Universals are general concepts or categories with which we talk about the world and with which we classify particulars into kinds or sorts.

He rejects the full realism of Plato, whereby universals exist as real entities in a world of intelligible Forms independently of the world of sensible things.

He also rejects conventionalism, whereby universal concepts are mere arbitrary, subjective mental constructs, for which the most that can perhaps be said is that they are made for our convenience.

Aquinas compromises: universals are objective in being real, extramental and immutable, but they exist in instances of individual kinds of things and cannot exist apart from those instances.

The world divides itself into kinds, so to speak; the kinds are real and there to be discovered, and are independent of our subjective mental classifications.

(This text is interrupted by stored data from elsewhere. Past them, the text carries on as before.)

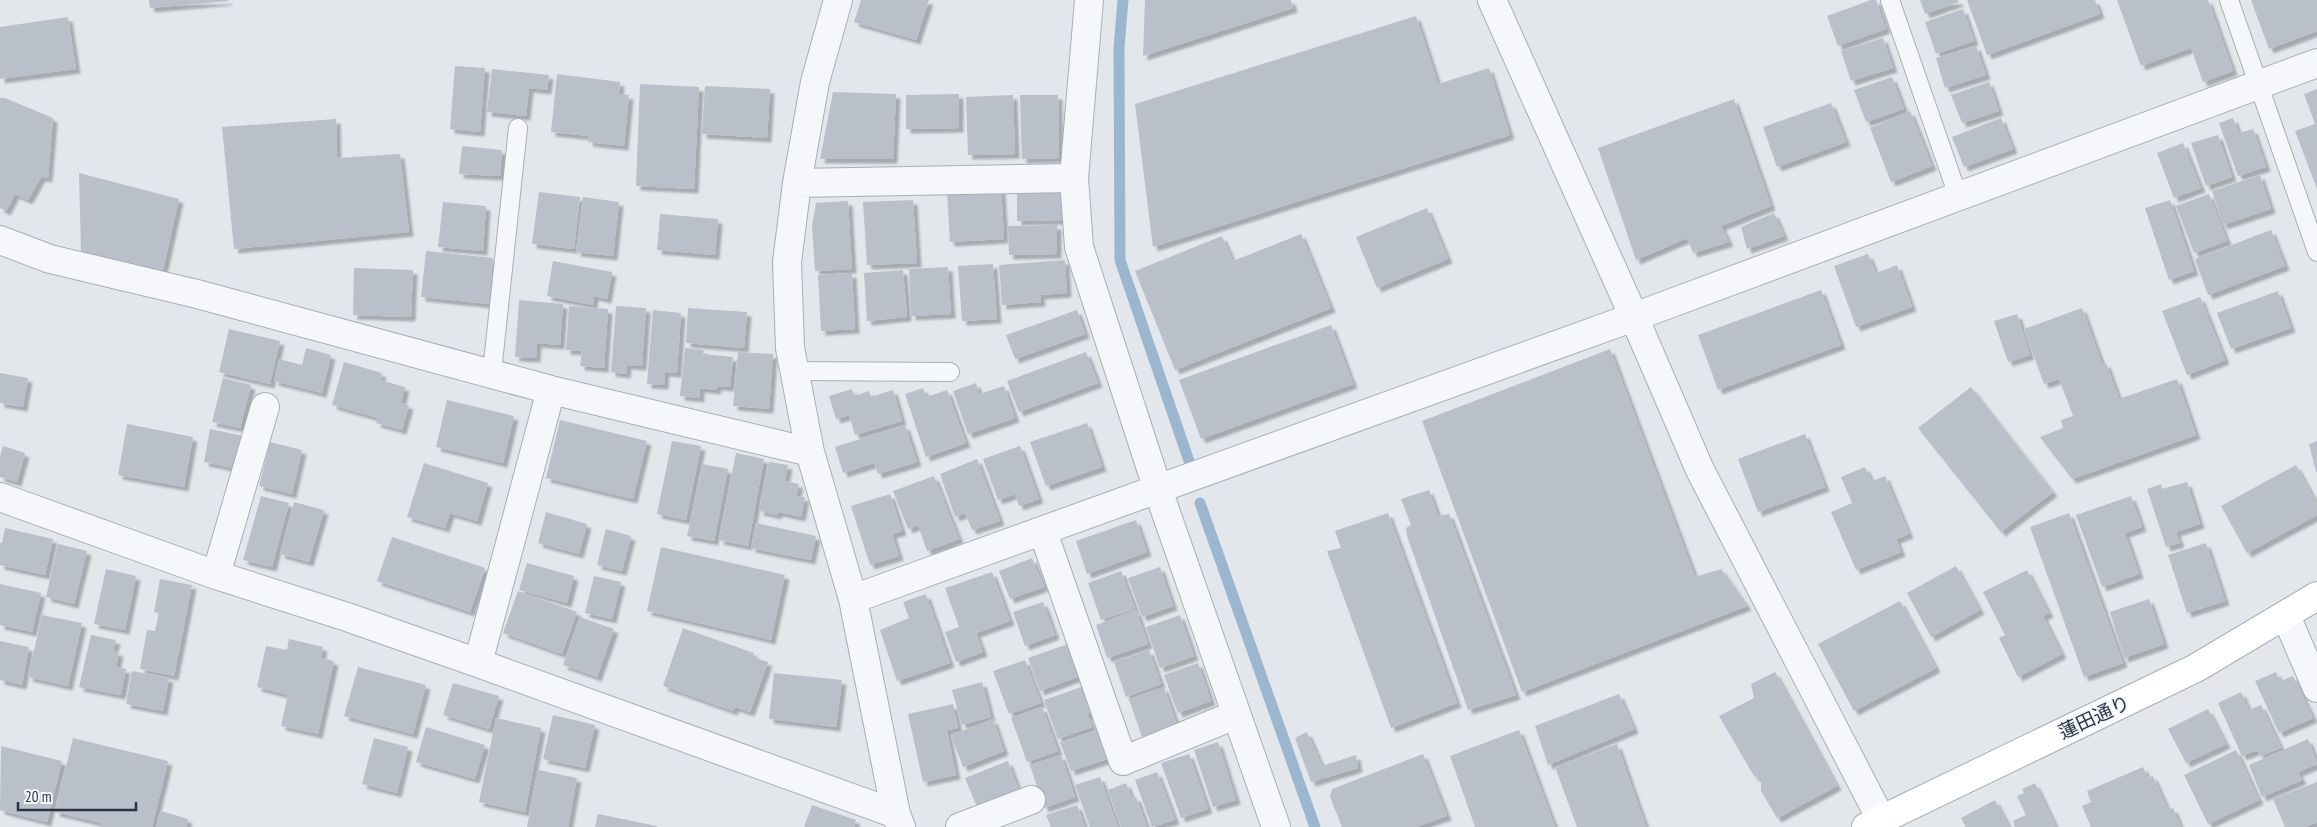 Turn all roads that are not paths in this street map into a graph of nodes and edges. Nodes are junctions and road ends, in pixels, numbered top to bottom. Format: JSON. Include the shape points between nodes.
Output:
{"nodes":[{"id":1,"x":838,"y":0,"type":"edge"},
{"id":2,"x":1089,"y":0,"type":"edge"},
{"id":3,"x":1492,"y":0,"type":"edge"},
{"id":4,"x":1890,"y":0,"type":"edge"},
{"id":5,"x":2229,"y":0,"type":"edge"},
{"id":6,"x":2317,"y":63,"type":"edge"},
{"id":7,"x":2258,"y":84,"type":"junction"},
{"id":8,"x":518,"y":128,"type":"dead end"},
{"id":9,"x":1074,"y":178,"type":"junction"},
{"id":10,"x":797,"y":183,"type":"junction"},
{"id":11,"x":1958,"y":196,"type":"junction"},
{"id":12,"x":0,"y":240,"type":"edge"},
{"id":13,"x":2317,"y":252,"type":"edge"},
{"id":14,"x":1634,"y":317,"type":"junction"},
{"id":15,"x":795,"y":370,"type":"junction"},
{"id":16,"x":492,"y":372,"type":"junction"},
{"id":17,"x":950,"y":372,"type":"dead end"},
{"id":18,"x":551,"y":390,"type":"junction"},
{"id":19,"x":265,"y":407,"type":"dead end"},
{"id":20,"x":810,"y":452,"type":"junction"},
{"id":21,"x":1158,"y":490,"type":"junction"},
{"id":22,"x":0,"y":497,"type":"edge"},
{"id":23,"x":1042,"y":532,"type":"junction"},
{"id":24,"x":216,"y":575,"type":"junction"},
{"id":25,"x":2317,"y":596,"type":"edge"},
{"id":26,"x":853,"y":600,"type":"junction"},
{"id":27,"x":2286,"y":616,"type":"junction"},
{"id":28,"x":478,"y":664,"type":"junction"},
{"id":29,"x":2317,"y":688,"type":"edge"},
{"id":30,"x":1235,"y":715,"type":"junction"},
{"id":31,"x":1031,"y":800,"type":"dead end"},
{"id":32,"x":899,"y":821,"type":"edge"},
{"id":33,"x":1878,"y":824,"type":"edge"},
{"id":34,"x":960,"y":827,"type":"edge"},
{"id":35,"x":1276,"y":827,"type":"edge"}],
"edges":[{"from":1,"to":10,"type":"street","via":[[815,82]]},
{"from":2,"to":9,"type":"street"},
{"from":3,"to":14,"type":"street"},
{"from":4,"to":11,"type":"lane"},
{"from":5,"to":7,"type":"lane"},
{"from":6,"to":7,"type":"street"},
{"from":7,"to":11,"type":"street"},
{"from":7,"to":13,"type":"lane"},
{"from":8,"to":16,"type":"lane"},
{"from":9,"to":10,"type":"street"},
{"from":9,"to":21,"type":"street","via":[[1079,247]]},
{"from":10,"to":15,"type":"street","via":[[787,262],[790,348]]},
{"from":11,"to":14,"type":"street"},
{"from":12,"to":16,"type":"street","via":[[50,258]]},
{"from":14,"to":21,"type":"street"},
{"from":14,"to":33,"type":"street","via":[[1700,470]]},
{"from":15,"to":17,"type":"lane"},
{"from":15,"to":20,"type":"street"},
{"from":16,"to":18,"type":"street"},
{"from":18,"to":20,"type":"street"},
{"from":18,"to":28,"type":"street"},
{"from":19,"to":24,"type":"street"},
{"from":20,"to":26,"type":"street"},
{"from":21,"to":23,"type":"street"},
{"from":21,"to":30,"type":"street"},
{"from":22,"to":24,"type":"street"},
{"from":23,"to":26,"type":"street"},
{"from":23,"to":30,"type":"street","via":[[1123,761]]},
{"from":24,"to":28,"type":"street"},
{"from":25,"to":27,"type":"main road","name":"蓮田通り"},
{"from":26,"to":32,"type":"street"},
{"from":27,"to":29,"type":"street"},
{"from":27,"to":33,"type":"main road","name":"蓮田通り","via":[[2196,668]]},
{"from":28,"to":32,"type":"street"},
{"from":30,"to":35,"type":"street"},
{"from":31,"to":34,"type":"street"}]}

Knowledge of the forms, through real definitions, is derived from sensory experience and the intellectual faculty of abstracting general concepts from the resembling essential nature of instances of individuals of the same sort. Thus although universals do not exist as separate entities, they are objective in reflecting the extra mental common defining real natures of individuals.

William Ockham (1285-1349 AD)

William of Ockham was born in the village of Ockham outside Guildford near London. Of his early life nothing definite is known. We know that he was ordained subdeacon in 1306. He became a student at the University of Oxford around 1309 and soon a member of the Franciscan Order.

The chief problem was still to reconcile Aristotle and Christianity.

A sharp distinction is found in Ockham's thought between reason and faith. The truths of theology are based on revelation and are a matter of faith, and they are neither provable nor refutable by any process of natural cognition in secular philosophy.

Theology retreats to a domain of truths about which natural reason can have nothing to say.

Ockham rejected outright the idea that there was a common nature existing in the many individuals we call by a common name. No universal exists outside the mind; everything in the world is singular.

Universals are not things but signs, single signs representing many things. There are natural signs and conventional signs: natural signs are the thoughts in our minds, and conventional signs are the words which we coin to express these thoughts.

Ockham’s view of universals is often called nominalism; but in his system it is not only names, but concepts, which are universal.

The problem of universals centers on the problem of the relationship between the universality of concepts and our apparently encountering as independent objects only particulars.

Ockham objects to the idea of some literally common nature shared by all and only individuals of the same kind; if this common nature is singular and indivisible, then it cannot be shared by many individuals, and if the common nature is many, then each instance of the many must be singular and itself individual and cannot be shared in common between various individuals.

For Ockham, universality is a property primarily of thoughts, secondarily of language which expresses thoughts, and not of entities or natures distinct from the individual characteristic s of things in the world.

Ockham's view is roughly equivalent to saying that universals are concepts, along with the commitment that the being of the concepts is as mental states.

Nominalism holds that the only thing strictly in common between individuals falling under a universal name is that they all fall under that name.

The question arises as to why we apply the same universal name to many individuals. By maintaining that there are no literally common real essences graspable by the intellect, but only individuals apprehended by the senses between which we perceive similarities in the individuating characteristics, and it is from these albeit objective but nevertheless contingent similarities that we derive the meanings of universal terms and their range of application to a determinate class of individuals.

Thus the connotation or meaning of a universal term such as "humanity" is whatever characteristics we perceive as similar between all those individuals whereby we classify them as human. This list of characteristics defines "humanity" and gives us criteria for deciding whether any given individual should be included under that heading.